Government pretends to be thoughtful, knowledge based, and a careful planner. Actually, it embodies bias, ignorance, inertia, and plans that are untested theory. It plays to the mob, not the mind.
Andrew_M_Garland at March 16, 2011 6:28 PM
This is what happens when you privatize. Since most of our prisons are now owned by private corporations with lobbyists, our prison population has doubled.
Politicians are lobbied to pass more "get tough on crime" laws... The prison corporations get more customers and we the taxpayers, foot the bill.
Prisons eliminate educational, job training and drug/ alcohol programs to increase profits and recidivism and, again, we the taxpayers, pay the price so they can pocket more cash.
But this is how free market capitalism is SUPPOSED to work, is it not? It's working just fine for our healthcare system. Let's not rock the boat.
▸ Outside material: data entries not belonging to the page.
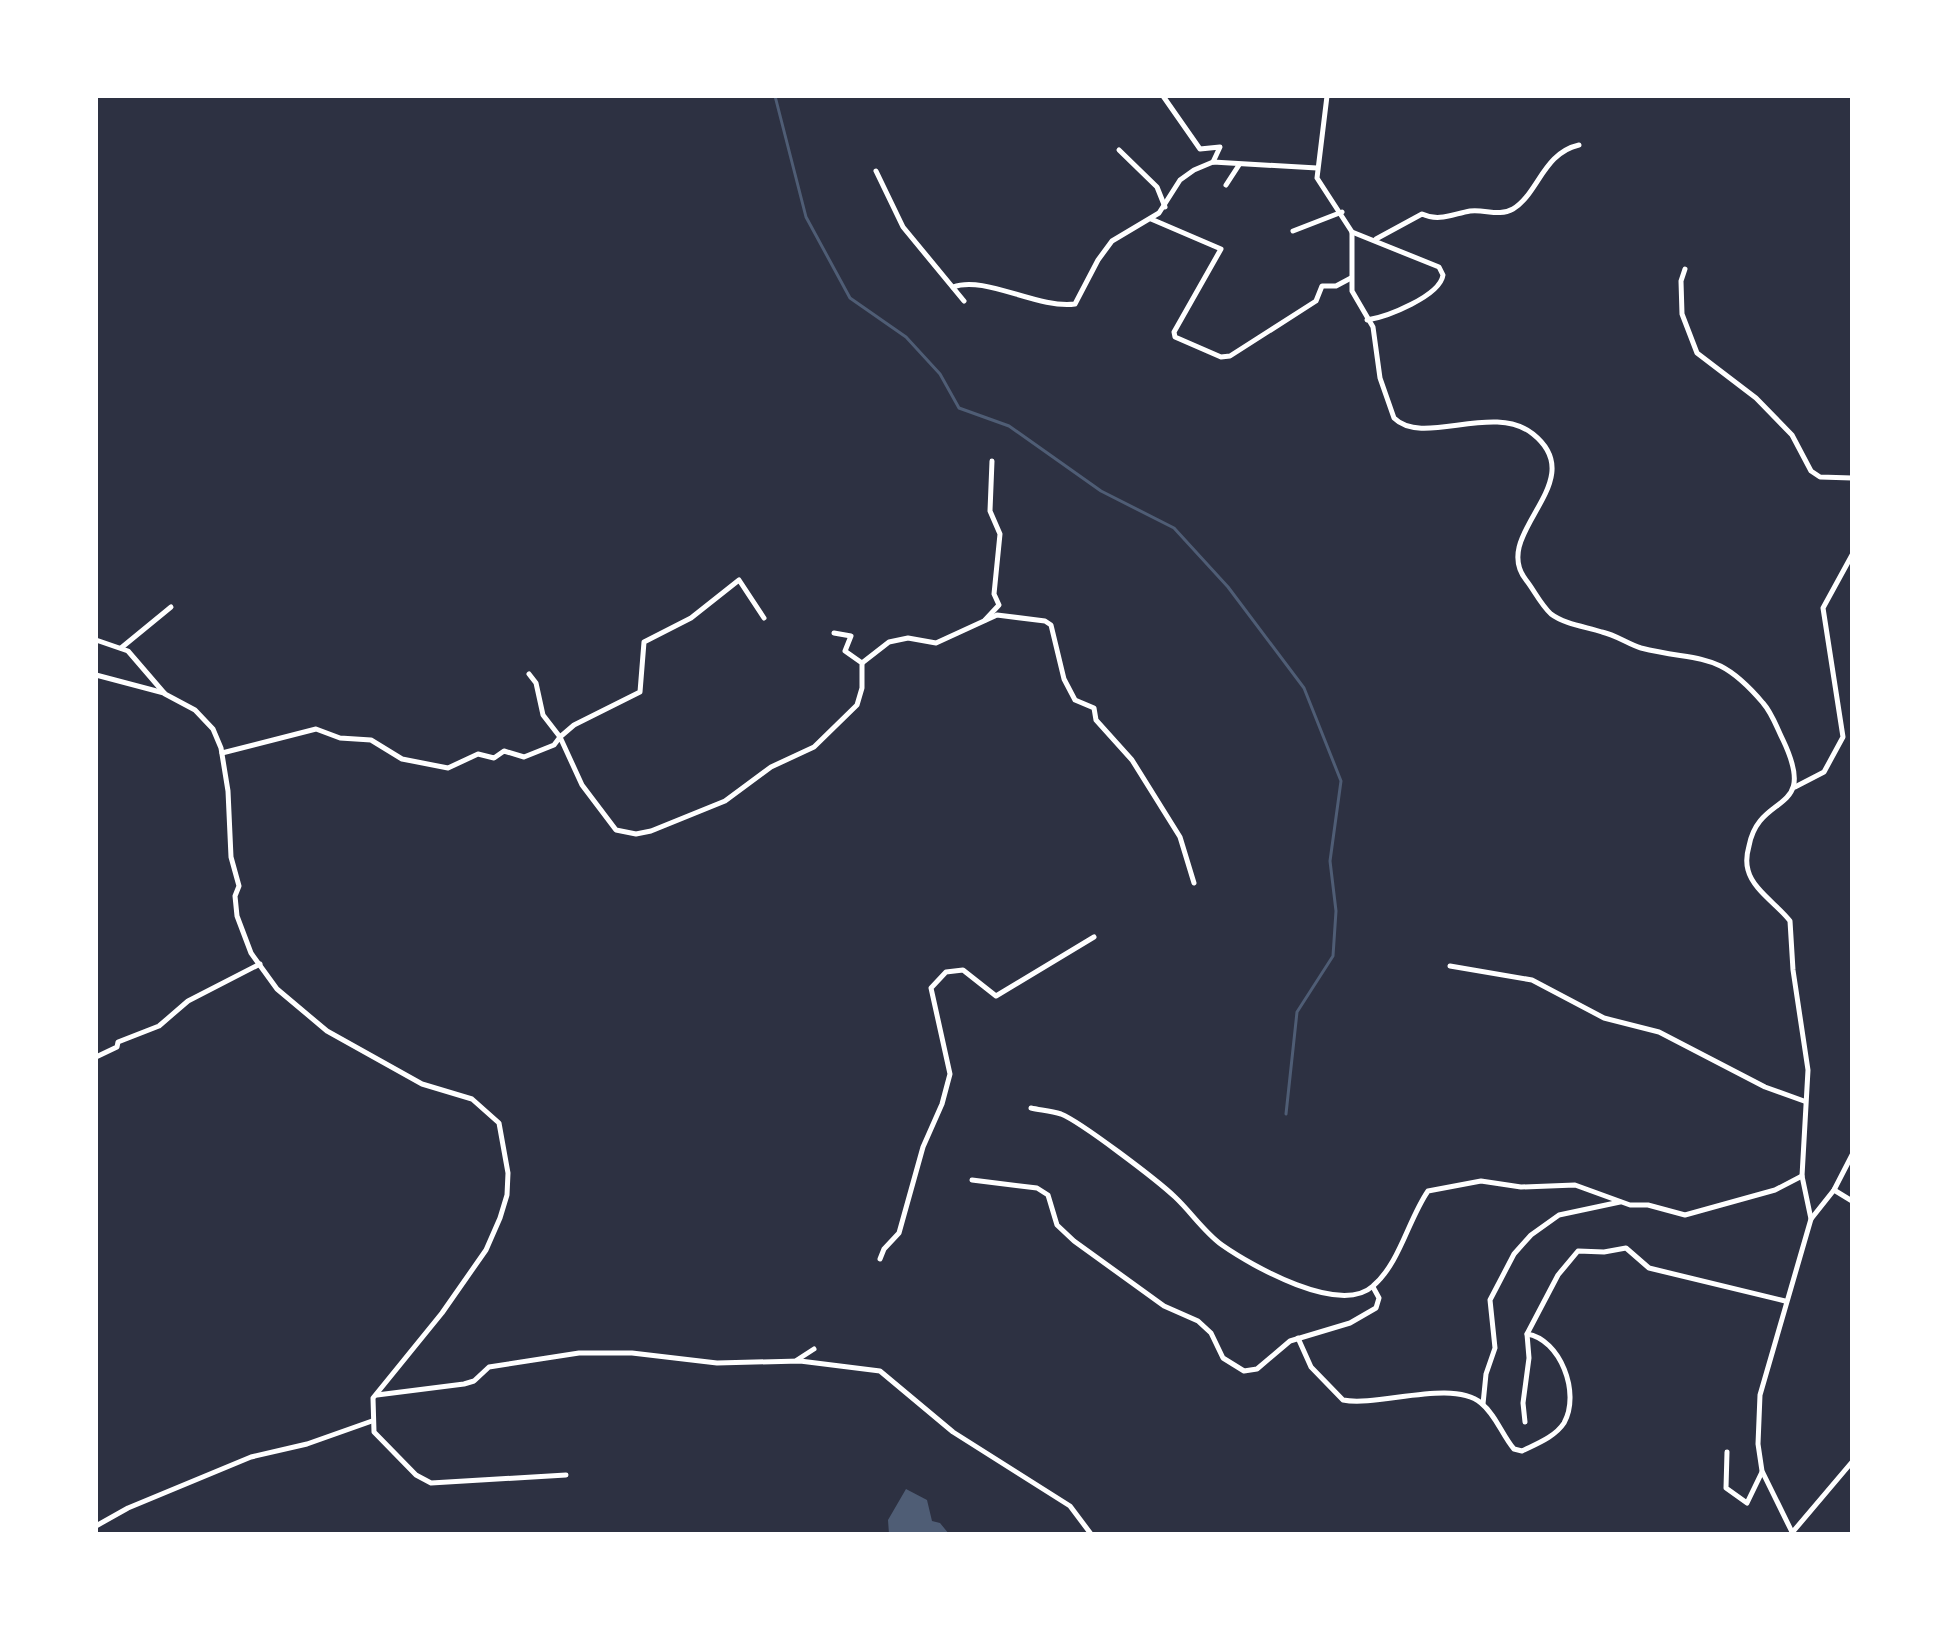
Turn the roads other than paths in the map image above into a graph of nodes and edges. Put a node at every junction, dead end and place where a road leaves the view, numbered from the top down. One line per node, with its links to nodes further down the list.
1 (1163, 96): 5 (street)
2 (1327, 96): 7 (street)
3 (1579, 145): 15 (street)
4 (1119, 150): 10 (street)
5 (1213, 162): 6 (street); 10 (street)
6 (1240, 164): 7 (street); 9 (street)
7 (1317, 168): 11 (street)
8 (876, 171): 18 (street)
9 (1226, 185)
10 (1165, 207): 12 (street)
11 (1342, 212): 13 (street); 14 (street)
12 (1151, 219): 17 (street); 18 (street)
13 (1293, 231)
14 (1352, 232): 15 (street); 17 (street)
15 (1376, 239): 20 (street)
16 (1685, 269): 22 (street)
17 (1351, 278): 20 (street)
18 (953, 287): 19 (street)
19 (964, 301)
20 (1366, 320): 36 (street)
21 (992, 461): 26 (street)
22 (1852, 478)
23 (1852, 555): 36 (street)
24 (171, 607): 29 (street)
25 (764, 618): 34 (street)
26 (982, 624): 30 (street); 37 (street)
27 (834, 633): 30 (street)
28 (96, 640): 29 (street)
29 (120, 648): 33 (street)
30 (862, 663): 34 (street)
31 (529, 674): 34 (street)
32 (96, 675): 33 (street)
33 (165, 694): 35 (street)
34 (560, 737): 35 (street)
35 (222, 753): 39 (street)
36 (1795, 787): 42 (street)
37 (1194, 883)
38 (1094, 937): 51 (street)
39 (261, 964): 41 (street); 58 (street)
40 (1450, 966): 42 (street)
41 (96, 1057)
42 (1804, 1101): 45 (street)
43 (1031, 1108): 52 (street)
44 (1852, 1155): 47 (street)
45 (1802, 1176): 49 (street); 50 (street)
46 (972, 1180): 55 (street)
47 (1834, 1190): 48 (street); 50 (street)
48 (1852, 1201)
49 (1621, 1202): 52 (street); 59 (street)
50 (1811, 1219): 53 (street)
51 (880, 1259)
52 (1373, 1287): 55 (street)
53 (1785, 1301): 54 (street); 64 (street)
54 (1527, 1334): 59 (street); 61 (street)
55 (1298, 1338): 59 (street)
56 (814, 1349): 57 (street)
57 (796, 1361): 58 (street); 68 (street)
58 (376, 1395): 60 (street)
59 (1483, 1404)
60 (372, 1421): 65 (street); 66 (street)
61 (1525, 1422)
62 (1727, 1452): 64 (street)
63 (1852, 1462): 67 (street)
64 (1762, 1471): 67 (street)
65 (566, 1475)
66 (96, 1526)
67 (1791, 1533)
68 (1091, 1534)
Sue at March 17, 2011 5:21 AM
To Sue,
Can you point to some information that shows privately run prisons cost more per inmate than public ones?
I assume that our representatives in government have oversight of all prisons. They must agree with the current situation.
You say "Politicians are lobbied to pass more get tough on crime laws". How would prison operators have such power, unless they were giving kickbacks, and our sweet politicians were accepting kickbacks? Again, what is your source?
Politicians have complete control of funding, contracts, and oversight. They have the power. If they are giving sweetheart deals, then aren't they to blame?
Are you really proposing that public employee unions have less power to subvert government than the evil, private corporations?
Politicians always imply that "We were helpless in the face of those offers to bribe us. We are only human."